Radiation driven dust hydrodynamics in late-phase AGB stars

Over the years, scientists have sought to understand the formation of small- and large-scale hydrodynamic features in planetary nebulae. These visually striking features involve both ionized gas and dust and are formed from the end of Asymptotic Giant Branch (AGB) stars. Much remains unknown about how this dust is formed and processed by these late phase stars. At the end of the evolutionary stage of AGB stars, shock waves formed by stellar pulsations and radiation pressure push the gas and particles in layers, shells, out from the star. In our work we aim to study the role of dust in the formation of small-scale hydrodynamic features known as cometary knots. In contrast to previous research, which addressed to the mixture of dust and gas as a single mixed fluid, we investigate these flows using an Eulerian-Lagrangian method to track the phases separately. Simulations are performed using the FLASH CODE developed at the FLASH Center at the University of Chicago.
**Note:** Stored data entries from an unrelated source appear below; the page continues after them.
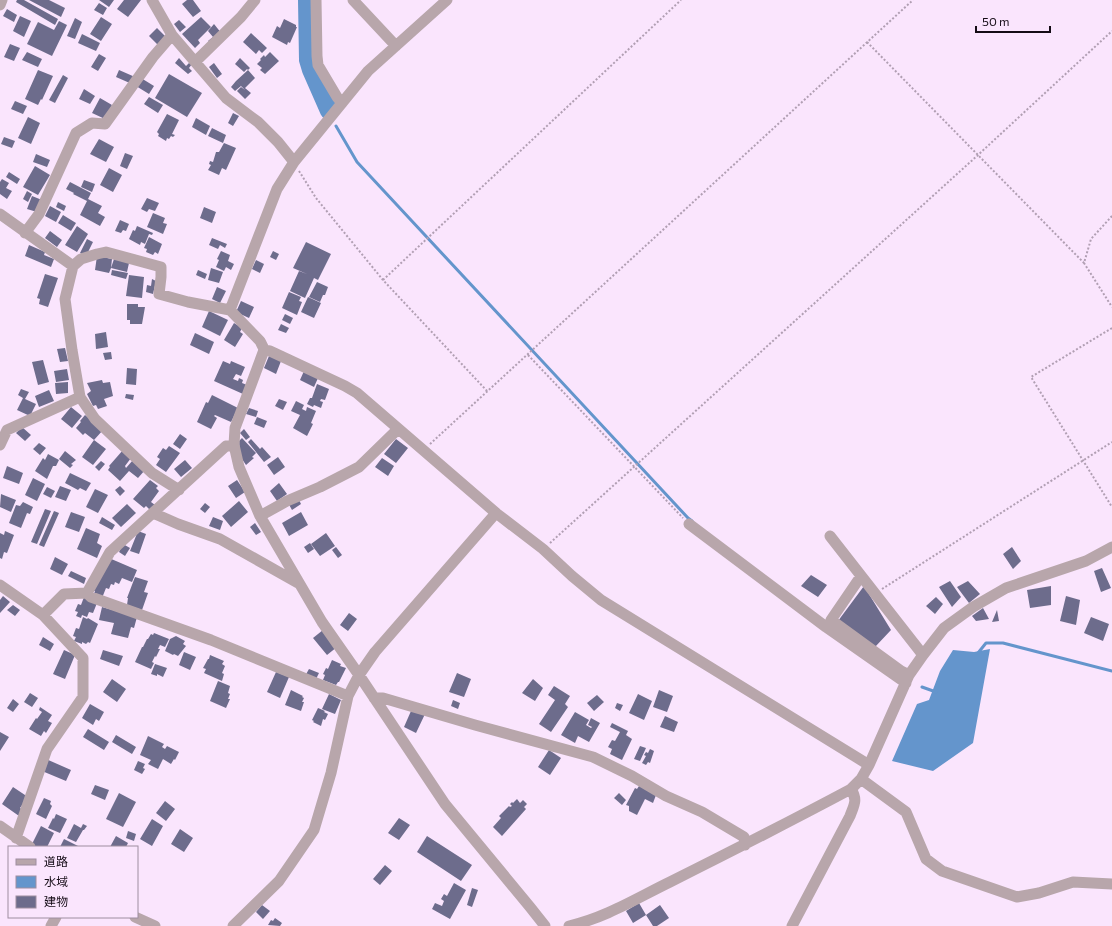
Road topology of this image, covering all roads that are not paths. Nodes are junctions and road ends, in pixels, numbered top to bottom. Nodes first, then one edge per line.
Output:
1 (2, 0) edge
2 (152, 0) edge
3 (255, 0) edge
4 (316, 0) edge
5 (353, 0) edge
6 (447, 0) edge
7 (0, 5) edge
8 (172, 35) junction
9 (396, 46) junction
10 (195, 62) junction
11 (342, 103) junction
12 (294, 162) junction
13 (0, 214) edge
14 (26, 233) junction
15 (73, 266) junction
16 (230, 310) junction
17 (264, 350) junction
18 (80, 398) junction
19 (398, 429) junction
20 (0, 445) edge
21 (234, 445) junction
22 (179, 490) junction
23 (153, 513) junction
24 (496, 513) junction
25 (260, 516) junction
26 (689, 524) road end
27 (830, 536) dead end
28 (1112, 546) edge
29 (861, 576) junction
30 (299, 583) junction
31 (0, 585) edge
32 (87, 593) junction
33 (43, 615) junction
34 (923, 655) junction
35 (359, 675) junction
36 (908, 679) junction
37 (348, 696) junction
38 (374, 698) junction
39 (870, 764) junction
40 (861, 780) junction
41 (851, 789) junction
42 (0, 826) edge
43 (16, 838) junction
44 (745, 845) junction
45 (28, 846) edge
46 (1112, 884) edge
47 (137, 918) edge
48 (575, 925) edge
49 (155, 926) edge
50 (233, 926) edge
51 (545, 926) edge
52 (792, 926) edge

1 - 7 street
2 - 8 street
3 - 10 street
4 - 11 street
5 - 9 street
6 - 9 street
8 - 10 street
8 - 14 street
9 - 11 street
10 - 12 street
11 - 12 street
12 - 16 street
13 - 14 street
14 - 15 street
15 - 16 street
15 - 18 street
16 - 17 street
17 - 19 street
17 - 21 street
18 - 20 street
18 - 22 street
19 - 24 street
19 - 25 street
21 - 22 street
21 - 25 street
22 - 23 street
23 - 30 street
23 - 32 street
24 - 35 street
24 - 39 street
25 - 30 street
26 - 36 street
27 - 29 street
28 - 34 street
29 - 34 street
29 - 36 street
30 - 35 street
31 - 33 street
32 - 33 street
32 - 37 street
33 - 43 street
34 - 36 street
35 - 37 street
35 - 38 street
36 - 39 street
37 - 50 street
38 - 44 street
38 - 51 street
39 - 40 street
40 - 41 street
40 - 46 street
41 - 44 street
41 - 52 street
42 - 43 street
43 - 45 street
44 - 48 street
47 - 49 street

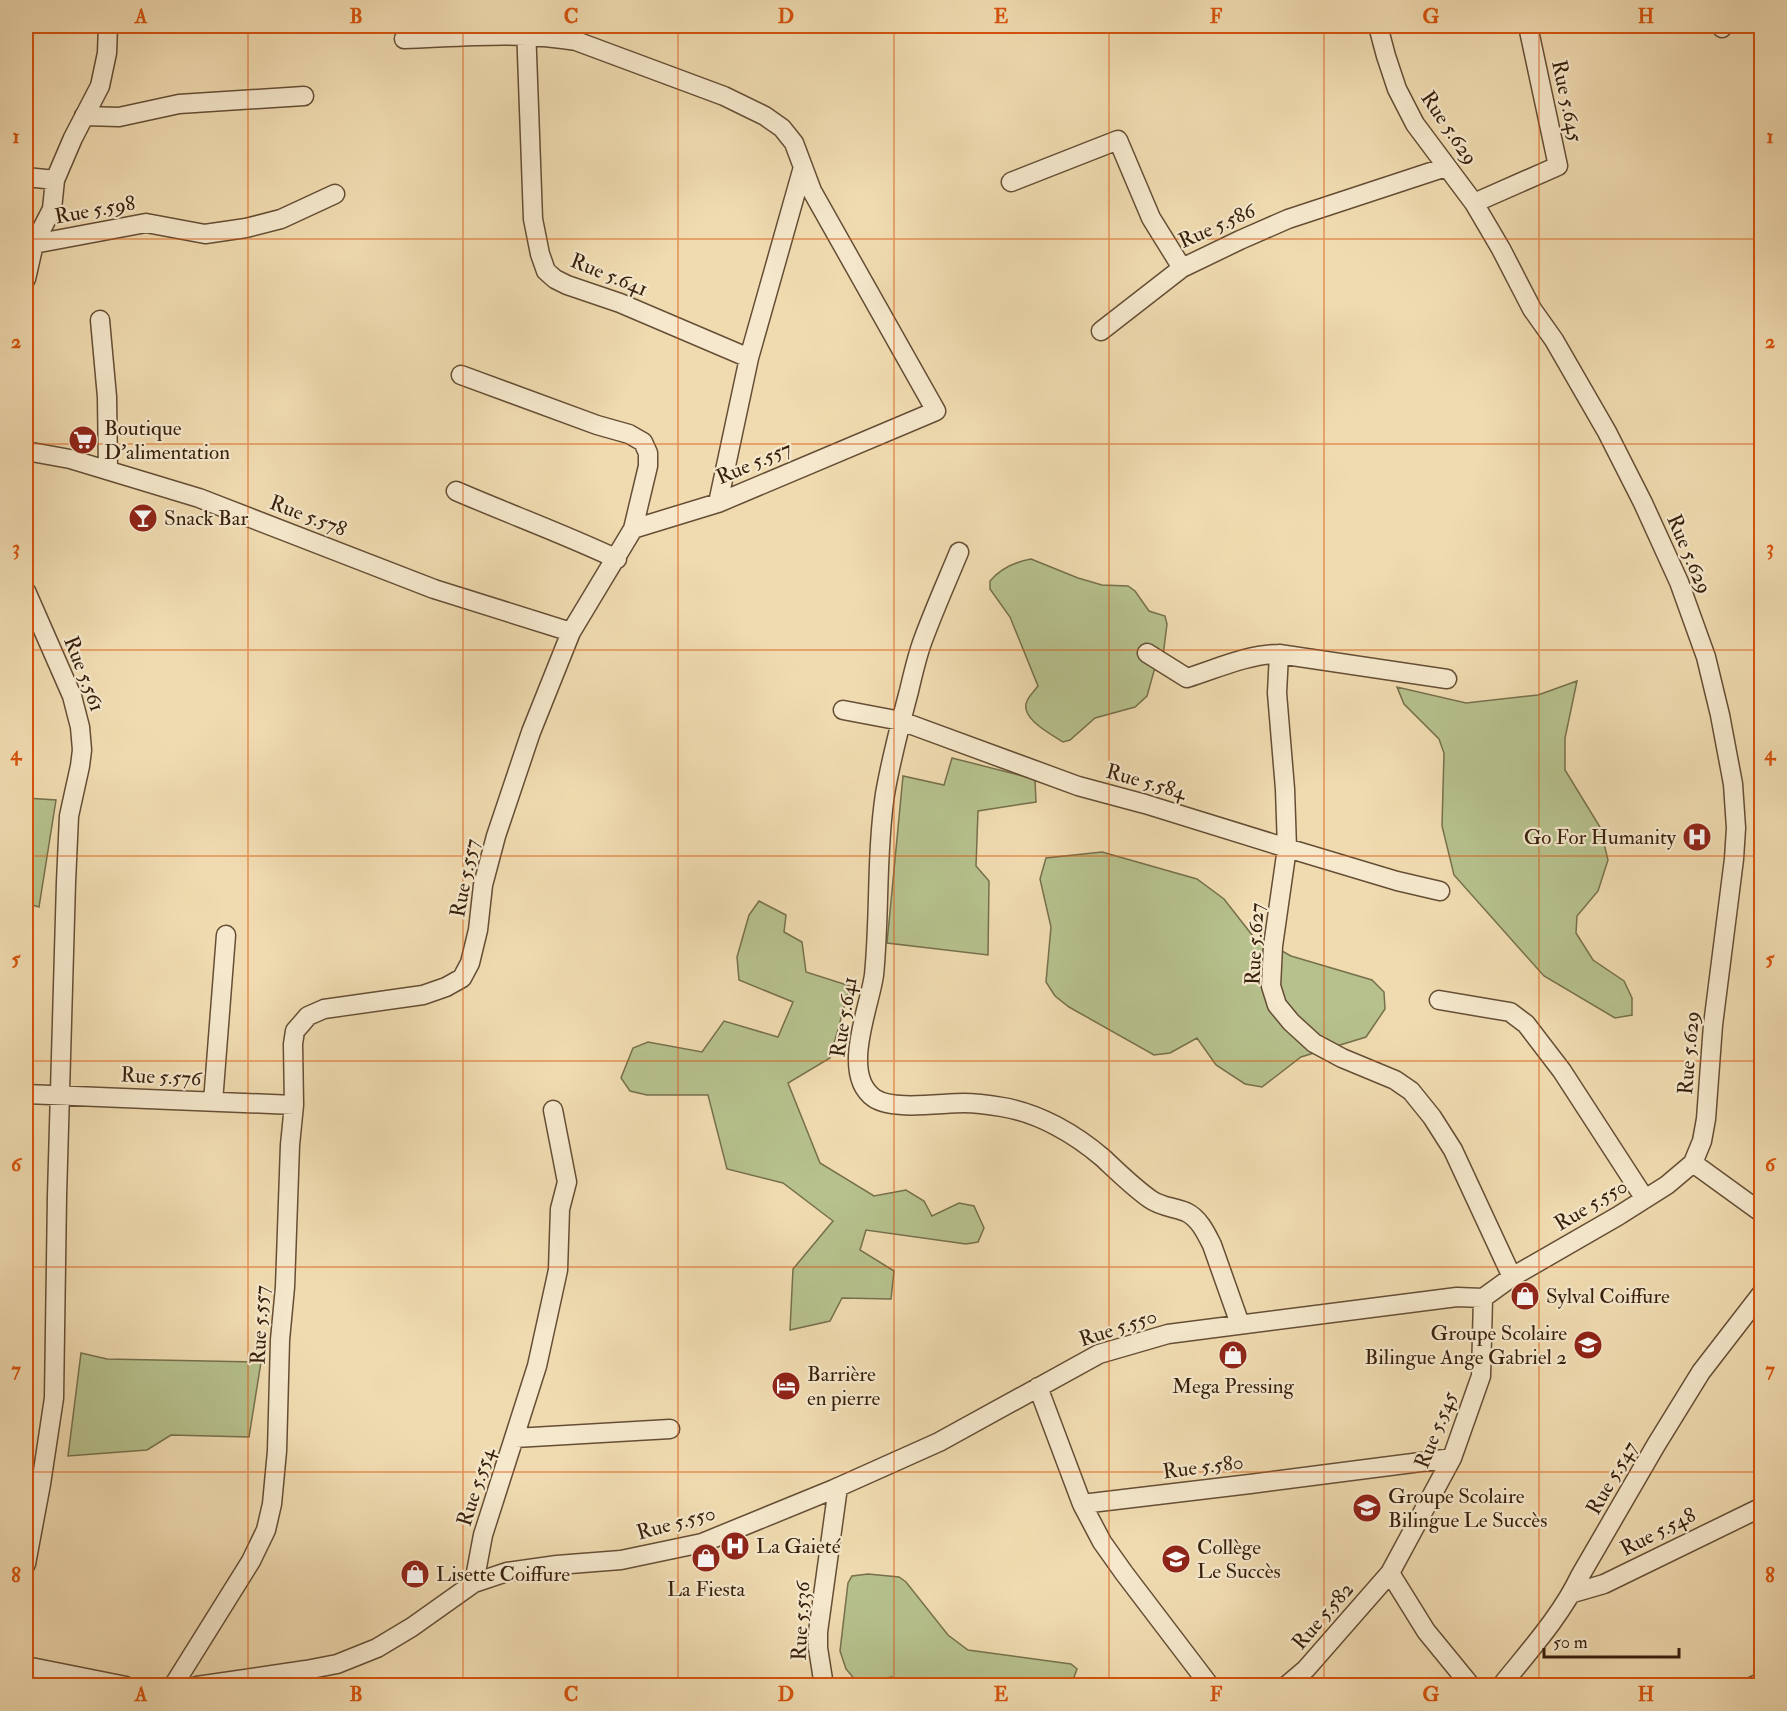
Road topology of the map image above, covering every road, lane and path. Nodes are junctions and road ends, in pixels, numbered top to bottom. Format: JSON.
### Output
{"nodes":[{"id":1,"x":108,"y":26,"type":"edge"},
{"id":2,"x":1378,"y":26,"type":"edge"},
{"id":3,"x":1528,"y":26,"type":"edge"},
{"id":4,"x":526,"y":30,"type":"edge"},
{"id":5,"x":404,"y":39,"type":"dead end"},
{"id":6,"x":304,"y":96,"type":"dead end"},
{"id":7,"x":84,"y":116,"type":"junction"},
{"id":8,"x":1446,"y":166,"type":"junction"},
{"id":9,"x":803,"y":167,"type":"junction"},
{"id":10,"x":26,"y":177,"type":"edge"},
{"id":11,"x":55,"y":180,"type":"junction"},
{"id":12,"x":1011,"y":182,"type":"dead end"},
{"id":13,"x":335,"y":194,"type":"dead end"},
{"id":14,"x":1474,"y":203,"type":"junction"},
{"id":15,"x":34,"y":244,"type":"junction"},
{"id":16,"x":1182,"y":268,"type":"junction"},
{"id":17,"x":26,"y":279,"type":"edge"},
{"id":18,"x":100,"y":320,"type":"dead end"},
{"id":19,"x":1101,"y":331,"type":"dead end"},
{"id":20,"x":749,"y":358,"type":"junction"},
{"id":21,"x":461,"y":375,"type":"dead end"},
{"id":22,"x":26,"y":451,"type":"edge"},
{"id":23,"x":108,"y":470,"type":"junction"},
{"id":24,"x":456,"y":491,"type":"dead end"},
{"id":25,"x":718,"y":503,"type":"junction"},
{"id":26,"x":633,"y":529,"type":"junction"},
{"id":27,"x":959,"y":552,"type":"dead end"},
{"id":28,"x":617,"y":559,"type":"junction"},
{"id":29,"x":26,"y":591,"type":"edge"},
{"id":30,"x":571,"y":632,"type":"junction"},
{"id":31,"x":1147,"y":653,"type":"dead end"},
{"id":32,"x":1279,"y":654,"type":"junction"},
{"id":33,"x":1447,"y":679,"type":"dead end"},
{"id":34,"x":843,"y":710,"type":"dead end"},
{"id":35,"x":901,"y":721,"type":"junction"},
{"id":36,"x":1287,"y":848,"type":"junction"},
{"id":37,"x":1440,"y":891,"type":"dead end"},
{"id":38,"x":226,"y":935,"type":"dead end"},
{"id":39,"x":1439,"y":1000,"type":"dead end"},
{"id":40,"x":26,"y":1094,"type":"edge"},
{"id":41,"x":59,"y":1095,"type":"junction"},
{"id":42,"x":213,"y":1102,"type":"junction"},
{"id":43,"x":294,"y":1105,"type":"junction"},
{"id":44,"x":553,"y":1110,"type":"dead end"},
{"id":45,"x":1693,"y":1163,"type":"junction"},
{"id":46,"x":1645,"y":1198,"type":"junction"},
{"id":47,"x":1761,"y":1214,"type":"edge"},
{"id":48,"x":1512,"y":1277,"type":"junction"},
{"id":49,"x":1761,"y":1293,"type":"edge"},
{"id":50,"x":1483,"y":1298,"type":"junction"},
{"id":51,"x":1240,"y":1324,"type":"junction"},
{"id":52,"x":1038,"y":1387,"type":"junction"},
{"id":53,"x":670,"y":1429,"type":"dead end"},
{"id":54,"x":515,"y":1438,"type":"junction"},
{"id":55,"x":1452,"y":1458,"type":"junction"},
{"id":56,"x":838,"y":1487,"type":"junction"},
{"id":57,"x":1082,"y":1504,"type":"junction"},
{"id":58,"x":1761,"y":1507,"type":"edge"},
{"id":59,"x":26,"y":1564,"type":"edge"},
{"id":60,"x":1390,"y":1573,"type":"junction"},
{"id":61,"x":474,"y":1583,"type":"junction"},
{"id":62,"x":1572,"y":1593,"type":"junction"},
{"id":63,"x":26,"y":1666,"type":"edge"},
{"id":64,"x":1761,"y":1682,"type":"edge"},
{"id":65,"x":126,"y":1686,"type":"edge"},
{"id":66,"x":173,"y":1686,"type":"edge"},
{"id":67,"x":197,"y":1686,"type":"edge"},
{"id":68,"x":824,"y":1686,"type":"edge"},
{"id":69,"x":1210,"y":1686,"type":"edge"},
{"id":70,"x":1286,"y":1686,"type":"edge"},
{"id":71,"x":1471,"y":1686,"type":"edge"},
{"id":72,"x":1501,"y":1686,"type":"edge"},
{"id":73,"x":1753,"y":1686,"type":"edge"}],
"edges":[{"from":1,"to":7,"type":"street"},
{"from":2,"to":8,"type":"street","name":"Rue 5.629"},
{"from":3,"to":14,"type":"street","name":"Rue 5.645"},
{"from":4,"to":5,"type":"street"},
{"from":4,"to":9,"type":"street"},
{"from":4,"to":20,"type":"street","name":"Rue 5.641"},
{"from":6,"to":7,"type":"street"},
{"from":7,"to":11,"type":"street"},
{"from":8,"to":14,"type":"street","name":"Rue 5.629"},
{"from":8,"to":16,"type":"street","name":"Rue 5.586"},
{"from":9,"to":20,"type":"street"},
{"from":9,"to":25,"type":"street","name":"Rue 5.557"},
{"from":10,"to":11,"type":"street"},
{"from":11,"to":15,"type":"street"},
{"from":12,"to":16,"type":"street","name":"Rue 5.586"},
{"from":13,"to":15,"type":"street","name":"Rue 5.598"},
{"from":14,"to":45,"type":"street","name":"Rue 5.629"},
{"from":15,"to":17,"type":"street"},
{"from":16,"to":19,"type":"street"},
{"from":18,"to":23,"type":"street"},
{"from":20,"to":25,"type":"street"},
{"from":21,"to":26,"type":"street"},
{"from":22,"to":23,"type":"street","name":"Rue 5.578"},
{"from":23,"to":30,"type":"street","name":"Rue 5.578"},
{"from":24,"to":28,"type":"street"},
{"from":25,"to":26,"type":"street","name":"Rue 5.557"},
{"from":26,"to":28,"type":"street","name":"Rue 5.557"},
{"from":27,"to":35,"type":"street","name":"Rue 5.641"},
{"from":28,"to":30,"type":"street","name":"Rue 5.557"},
{"from":29,"to":41,"type":"street","name":"Rue 5.561"},
{"from":30,"to":43,"type":"street","name":"Rue 5.557"},
{"from":31,"to":32,"type":"street"},
{"from":32,"to":33,"type":"street"},
{"from":32,"to":36,"type":"street","name":"Rue 5.627"},
{"from":34,"to":35,"type":"street","name":"Rue 5.584"},
{"from":35,"to":36,"type":"street","name":"Rue 5.584"},
{"from":35,"to":51,"type":"street","name":"Rue 5.641"},
{"from":36,"to":37,"type":"street","name":"Rue 5.584"},
{"from":36,"to":48,"type":"street","name":"Rue 5.627"},
{"from":38,"to":42,"type":"street"},
{"from":39,"to":46,"type":"street"},
{"from":40,"to":41,"type":"street","name":"Rue 5.576"},
{"from":41,"to":42,"type":"street","name":"Rue 5.576"},
{"from":41,"to":59,"type":"street","name":"Rue 5.561"},
{"from":42,"to":43,"type":"street","name":"Rue 5.576"},
{"from":43,"to":66,"type":"street","name":"Rue 5.557"},
{"from":44,"to":54,"type":"street","name":"Rue 5.554"},
{"from":45,"to":46,"type":"street","name":"Rue 5.550"},
{"from":45,"to":47,"type":"street"},
{"from":46,"to":48,"type":"street","name":"Rue 5.550"},
{"from":48,"to":50,"type":"street","name":"Rue 5.550"},
{"from":49,"to":62,"type":"street","name":"Rue 5.547"},
{"from":50,"to":51,"type":"street","name":"Rue 5.550"},
{"from":50,"to":55,"type":"street","name":"Rue 5.545"},
{"from":51,"to":52,"type":"street","name":"Rue 5.550"},
{"from":52,"to":56,"type":"street","name":"Rue 5.550"},
{"from":52,"to":57,"type":"street"},
{"from":53,"to":54,"type":"street"},
{"from":54,"to":61,"type":"street","name":"Rue 5.554"},
{"from":55,"to":57,"type":"street","name":"Rue 5.580"},
{"from":55,"to":60,"type":"street","name":"Rue 5.545"},
{"from":56,"to":61,"type":"street","name":"Rue 5.550"},
{"from":56,"to":68,"type":"street","name":"Rue 5.536"},
{"from":57,"to":69,"type":"street"},
{"from":58,"to":62,"type":"street","name":"Rue 5.548"},
{"from":60,"to":70,"type":"street","name":"Rue 5.582"},
{"from":60,"to":71,"type":"street"},
{"from":61,"to":67,"type":"street"},
{"from":62,"to":72,"type":"street","name":"Rue 5.547"},
{"from":63,"to":65,"type":"street"},
{"from":64,"to":73,"type":"street"}]}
The particle-in-cell method was used with the two-dimensional Euler equations and solved using directionally split piecewise-parabolic method. This method was then adapted for the astrophysics regime by implementing radiation and non-continuum drag models for the particle phase. Further, the gas phase was modified to enable a hydrostatic equilibrium to exist over stellar length scales. The effects of a perturbed radiation field and perturbed particle spatial distribution were investigated to determine if these could be responsible for the formation of cometary knots observed in planetary nebulae.